Created 02-23-2016 09:12 AM
In my HDFS status summary, I see the following messages about missing and under-replicated blocks:
2,114 missing blocks in the cluster. 5,114,551 total blocks in the cluster. Percentage missing blocks: 0.04%. Critical threshold: any.
On executing the command : hdfs fsck -list-corruptfileblocks
I got following output : The filesystem under path '/' has 2114 CORRUPT files
What is the best way to fix these corrupt files and also fix the underreplicated block problem?

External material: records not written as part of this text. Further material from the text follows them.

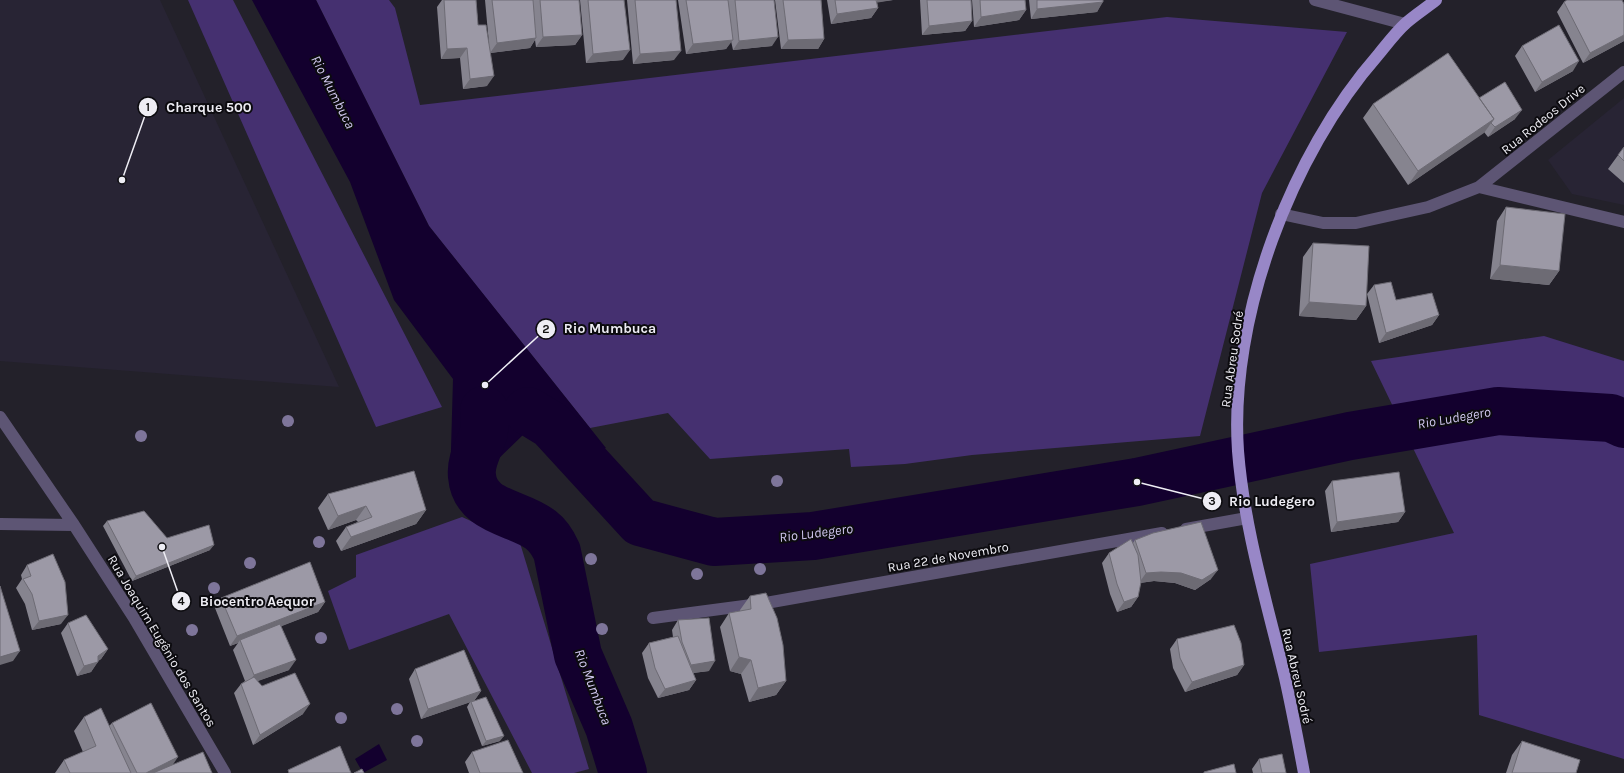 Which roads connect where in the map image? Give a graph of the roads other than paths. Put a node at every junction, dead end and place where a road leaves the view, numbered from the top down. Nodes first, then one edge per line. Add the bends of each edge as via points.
1 (1315, 0) edge
2 (1436, 0) edge
3 (1405, 24) junction
4 (1624, 72) edge
5 (1479, 188) junction
6 (1282, 214) junction
7 (1624, 222) edge
8 (0, 417) edge
9 (1248, 518) junction
10 (0, 524) edge
11 (74, 525) junction
12 (653, 618) dead end
13 (225, 773) edge
14 (1304, 773) edge

1 - 3 street
2 - 3 main road, Rua Abreu Sodré
3 - 6 main road, Rua Abreu Sodré via 1359,76 1318,138
4 - 5 street, Rua Rodeos Drive
5 - 6 street, Rua Rodeos Drive via 1428,207 1356,223 1323,223
5 - 7 street
6 - 9 main road, Rua Abreu Sodré via 1262,270 1247,333 1238,399 1238,451
8 - 11 street, Rua Joaquim Eugênio dos Santos
9 - 12 street, Rua 22 de Novembro via 774,601
9 - 14 main road, Rua Abreu Sodré
10 - 11 street
11 - 13 street, Rua Joaquim Eugênio dos Santos via 134,618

Created 02-23-2016 09:19 AM
Hi Pranshu,
You can follow the instructions in the link below:
https://community.hortonworks.com/articles/4427/fix-under-replicated-blocks-in-hdfs-manually.html
Regards,
Karthik Gopal
Created 02-23-2016 09:19 AM
Hi Pranshu,
You can follow the instructions in the link below:
https://community.hortonworks.com/articles/4427/fix-under-replicated-blocks-in-hdfs-manually.html
Regards,
Karthik Gopal
Created 02-23-2016 09:28 AM
Created 02-23-2016 10:03 AM
You can try to recover some missing blocks by making sure that all your Data nodes and all disks on them are healthy and running. If they are, and you still have missing blocks the only way out is to delete files with missing blocks, either one by one or all of them at once using the "fsck <path> -delete" command.
Regarding under replicated blocks, HDFS is suppose to recover them automatically (by creating missing copies to fulfill the replication factor). If after a few days it doesn't, you can trigger the recovery by running the balancer, or as mentioned in another answer run the "setrep" command.
Created 02-23-2016 10:40 AM
Created 02-23-2016 12:39 PM
@Pranshu Pranshu, You have 2 options ...Another link
"The next step would be to determine the importance of the file, can it just be removed and copied back into place, or is there sensitive data that needs to be regenerated?
If it's easy enough just to replace the file, that's the route I would take."
Created 02-23-2016 02:46 PM
@Pranshu Pranshu, If the original question is answered then please accept the best answer.
Created 02-24-2016 09:26 AM
It seems like, the replication factor is 1 my case. How to get it recovered from DR cluster. ?
Created 02-24-2016 09:58 AM
@Pranshu Pranshu, You can use "setrep" command for setting replication factor for files and directories:
Usage: hadoop fs -setrep [-R] [-w] <numReplicas> <path>
Changes the replication factor of a file. If path is a directory then the command recursively changes the replication factor of all files under the directory tree rooted at path.
Options:
Example:
To set replication of an individual file to 3, you can use below command:
./bin/hadoop dfs -setrep -w 3 /path/to/file
You can also do this recursively. To change replication of entire HDFS to 3, you can use below command:
./bin/hadoop dfs -setrep -R -w 3 /
Exit Code:
Returns 0 on success and -1 on error.
-
Hope this helps you to solve this problem?
Created 11-09-2017 09:51 PM
I have a similar problem with a filesystem/namenode is safemode because of underreplicated blocks. My problem is that the "hdfs dfs -setrep -w 3 /path/to/file" fails because the filesystem is in safemode. If I am in safemode because of underreplicated blocks and the command to fix that doesn't work if you're in safemode, what can you do?
I've tried the command to leave safemode and it seems to work, but it goes back into safemode within a VERY short time.